[Date Prev][Date Next][Thread Prev][Thread Next][Date Index][Thread Index]
Re: [h-e-w] Processing chars above \200
From: |
John J . Xenakis |
Subject: |
Re: [h-e-w] Processing chars above \200 |
Date: |
Sun, 23 Sep 2018 15:26:10 -0400 |
Hi Eli,
> Then there's still something not right, because you shouldn't be
> having any of these problems with files that are consistently
> encoded.
> It shouldn't and it doesn't. Depending on what exactly is in your
> files, something that is still a bit of a mystery for me, Emacs
> could sometimes err if you don't tell it enough.
The particular file that triggered the original message was created
over a period of several months. During that period, text was typed,
and quotes were copied and pasted from various sources. And who
knows? Maybe one day I accidentally copied and pasted some errant
problem character. I assume that's what you're getting at.
Since Microsoft is only supplying updates once a month these days for
Windows 7, that usually means that emacs is kept open for a month.
That means that the problem file, even if it contains an errant
character, still works fine. But when I reboot the system and reload
the text file, then that's when the problem arises. I think that's
what happened this time.
Since I could have inserted the errant character at any time in the
previous month, I have no memory of exactly what operation might
have caused the problem.
That's why I keep looking for the right regex that will find such characters
for me.
> But in any case, there are commands to fix those errors right
> away, as soon as you realize something like that happens. We will
> get to that, once I understand more about the problem.
Could you tell me what those commands are?
> Is it possible that the file is encoded in UTF-16 or UTF-8? What
> happens if you visit the file like this:
> C-x RET c utf-8 RET C-x C-f FILENAME RET
> and similarly for utf-16? Does this fix the problem?
No, that makes no difference. This is definitely a 7/8-bit
ascii/extended ascii file.
By the way, how do I encode that keyboard string in Lisp? How does
one use "(universal-coding-system-argument CODING-SYSTEM)" in a macro?
> And how were those files created in the first place? I understood
> from your previous explanations that you created those files by
> copy-pasting from other applications, is that right?
As I described above.
> Can you post one such file, please?
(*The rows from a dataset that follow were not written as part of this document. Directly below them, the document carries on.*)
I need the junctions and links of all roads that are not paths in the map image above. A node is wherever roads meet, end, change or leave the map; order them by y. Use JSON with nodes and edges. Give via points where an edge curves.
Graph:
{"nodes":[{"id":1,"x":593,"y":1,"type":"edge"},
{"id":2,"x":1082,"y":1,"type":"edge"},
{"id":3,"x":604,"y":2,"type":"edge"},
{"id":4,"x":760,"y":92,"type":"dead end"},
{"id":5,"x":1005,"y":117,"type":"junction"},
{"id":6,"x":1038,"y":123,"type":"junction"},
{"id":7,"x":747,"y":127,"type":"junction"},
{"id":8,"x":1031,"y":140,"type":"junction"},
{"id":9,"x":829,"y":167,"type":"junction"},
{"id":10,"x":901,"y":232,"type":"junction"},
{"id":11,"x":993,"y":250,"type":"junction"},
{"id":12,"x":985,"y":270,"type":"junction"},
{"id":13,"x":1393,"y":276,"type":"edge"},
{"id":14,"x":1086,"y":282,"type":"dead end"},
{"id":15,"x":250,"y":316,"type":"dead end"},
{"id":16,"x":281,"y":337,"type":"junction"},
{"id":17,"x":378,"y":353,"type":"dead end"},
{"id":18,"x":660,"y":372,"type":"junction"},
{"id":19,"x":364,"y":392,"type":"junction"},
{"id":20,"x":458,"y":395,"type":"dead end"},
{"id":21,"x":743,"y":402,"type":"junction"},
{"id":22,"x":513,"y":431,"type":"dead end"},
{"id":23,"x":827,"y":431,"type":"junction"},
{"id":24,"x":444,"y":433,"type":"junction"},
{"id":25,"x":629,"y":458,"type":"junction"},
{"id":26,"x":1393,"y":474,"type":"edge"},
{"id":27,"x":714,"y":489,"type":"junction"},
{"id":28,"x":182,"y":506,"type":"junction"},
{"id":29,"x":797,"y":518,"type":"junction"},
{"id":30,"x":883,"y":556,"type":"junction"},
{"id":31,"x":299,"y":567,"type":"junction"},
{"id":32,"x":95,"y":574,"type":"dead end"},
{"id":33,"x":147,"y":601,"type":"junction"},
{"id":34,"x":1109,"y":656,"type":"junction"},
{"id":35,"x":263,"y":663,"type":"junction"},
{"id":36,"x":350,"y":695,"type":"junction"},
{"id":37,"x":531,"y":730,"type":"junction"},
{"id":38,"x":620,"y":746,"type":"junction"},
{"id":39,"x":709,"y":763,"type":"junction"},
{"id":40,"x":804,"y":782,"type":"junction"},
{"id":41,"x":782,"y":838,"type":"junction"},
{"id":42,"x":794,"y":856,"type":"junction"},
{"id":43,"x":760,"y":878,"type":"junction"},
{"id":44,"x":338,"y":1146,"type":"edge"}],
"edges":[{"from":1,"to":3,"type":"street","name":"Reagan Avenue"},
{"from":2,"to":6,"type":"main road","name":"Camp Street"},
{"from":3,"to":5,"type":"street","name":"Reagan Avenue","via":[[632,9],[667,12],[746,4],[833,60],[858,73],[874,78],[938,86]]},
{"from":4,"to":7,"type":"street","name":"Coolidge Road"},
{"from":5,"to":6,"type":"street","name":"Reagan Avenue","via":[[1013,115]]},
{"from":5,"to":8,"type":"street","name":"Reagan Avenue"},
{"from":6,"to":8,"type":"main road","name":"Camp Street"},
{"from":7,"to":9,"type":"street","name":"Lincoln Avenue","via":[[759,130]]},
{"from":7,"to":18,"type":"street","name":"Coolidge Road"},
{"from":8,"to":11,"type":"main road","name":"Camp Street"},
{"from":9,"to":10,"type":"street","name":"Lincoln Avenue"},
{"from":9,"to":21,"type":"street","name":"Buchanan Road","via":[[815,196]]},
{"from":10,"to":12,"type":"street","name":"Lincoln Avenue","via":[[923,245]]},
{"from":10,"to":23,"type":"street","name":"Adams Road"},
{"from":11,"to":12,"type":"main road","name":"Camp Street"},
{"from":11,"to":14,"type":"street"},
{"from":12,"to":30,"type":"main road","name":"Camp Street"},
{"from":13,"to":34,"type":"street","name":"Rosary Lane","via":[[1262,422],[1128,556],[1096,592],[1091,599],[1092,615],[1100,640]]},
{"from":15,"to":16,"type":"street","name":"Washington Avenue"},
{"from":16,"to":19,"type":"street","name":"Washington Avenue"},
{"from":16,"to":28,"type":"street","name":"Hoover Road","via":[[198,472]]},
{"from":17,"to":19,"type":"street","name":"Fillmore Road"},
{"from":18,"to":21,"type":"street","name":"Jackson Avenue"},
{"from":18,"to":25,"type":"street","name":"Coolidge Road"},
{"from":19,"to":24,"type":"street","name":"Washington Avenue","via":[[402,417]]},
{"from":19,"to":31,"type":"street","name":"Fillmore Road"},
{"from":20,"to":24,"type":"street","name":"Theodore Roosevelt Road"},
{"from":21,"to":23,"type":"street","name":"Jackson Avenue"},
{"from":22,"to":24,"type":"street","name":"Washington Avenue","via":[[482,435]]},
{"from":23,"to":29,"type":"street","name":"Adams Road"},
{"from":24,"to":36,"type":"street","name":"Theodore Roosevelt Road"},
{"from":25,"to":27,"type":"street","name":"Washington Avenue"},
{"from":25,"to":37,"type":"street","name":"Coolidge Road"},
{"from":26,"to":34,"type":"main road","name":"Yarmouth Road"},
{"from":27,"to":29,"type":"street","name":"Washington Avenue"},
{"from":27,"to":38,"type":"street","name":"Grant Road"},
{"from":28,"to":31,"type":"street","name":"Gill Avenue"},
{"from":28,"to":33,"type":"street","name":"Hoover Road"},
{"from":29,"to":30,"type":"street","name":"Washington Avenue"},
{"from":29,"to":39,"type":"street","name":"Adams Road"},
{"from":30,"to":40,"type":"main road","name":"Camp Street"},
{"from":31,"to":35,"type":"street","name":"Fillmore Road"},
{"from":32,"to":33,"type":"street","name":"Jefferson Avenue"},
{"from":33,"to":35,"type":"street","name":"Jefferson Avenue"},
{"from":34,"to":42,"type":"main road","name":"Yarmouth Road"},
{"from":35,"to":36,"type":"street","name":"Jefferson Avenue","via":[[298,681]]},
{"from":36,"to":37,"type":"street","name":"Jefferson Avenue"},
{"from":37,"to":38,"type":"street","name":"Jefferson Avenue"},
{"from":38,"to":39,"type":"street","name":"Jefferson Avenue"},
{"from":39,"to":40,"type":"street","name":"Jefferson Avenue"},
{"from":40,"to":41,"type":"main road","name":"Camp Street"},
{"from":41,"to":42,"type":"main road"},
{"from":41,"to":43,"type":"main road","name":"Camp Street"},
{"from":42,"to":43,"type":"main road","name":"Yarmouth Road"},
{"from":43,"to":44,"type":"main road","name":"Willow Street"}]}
It is important that you post
> a file as a binary attachment, and it is also important to verify
> that the trick with Notepad and copy/paste works with the file you
> post.
> I'm quite sure this is caused by something very simple, because
> Notepad is certainly not smarter than Emacs wrt encodings.
OK, you can download the following:
http://jxenakis.com/gdgraphics/irbk-eeee-180923.zip
The enclosed .txt file causes all the issues that I've described.
I've replaced all the 7-bit letters with "e", because I don't
want to make the text public.
To make is easy for you to find some of the 8-bit characters causing
the problems, I inserted the string ">>>" in front of four lines
containing them. Just search for that string.
Thanks.
John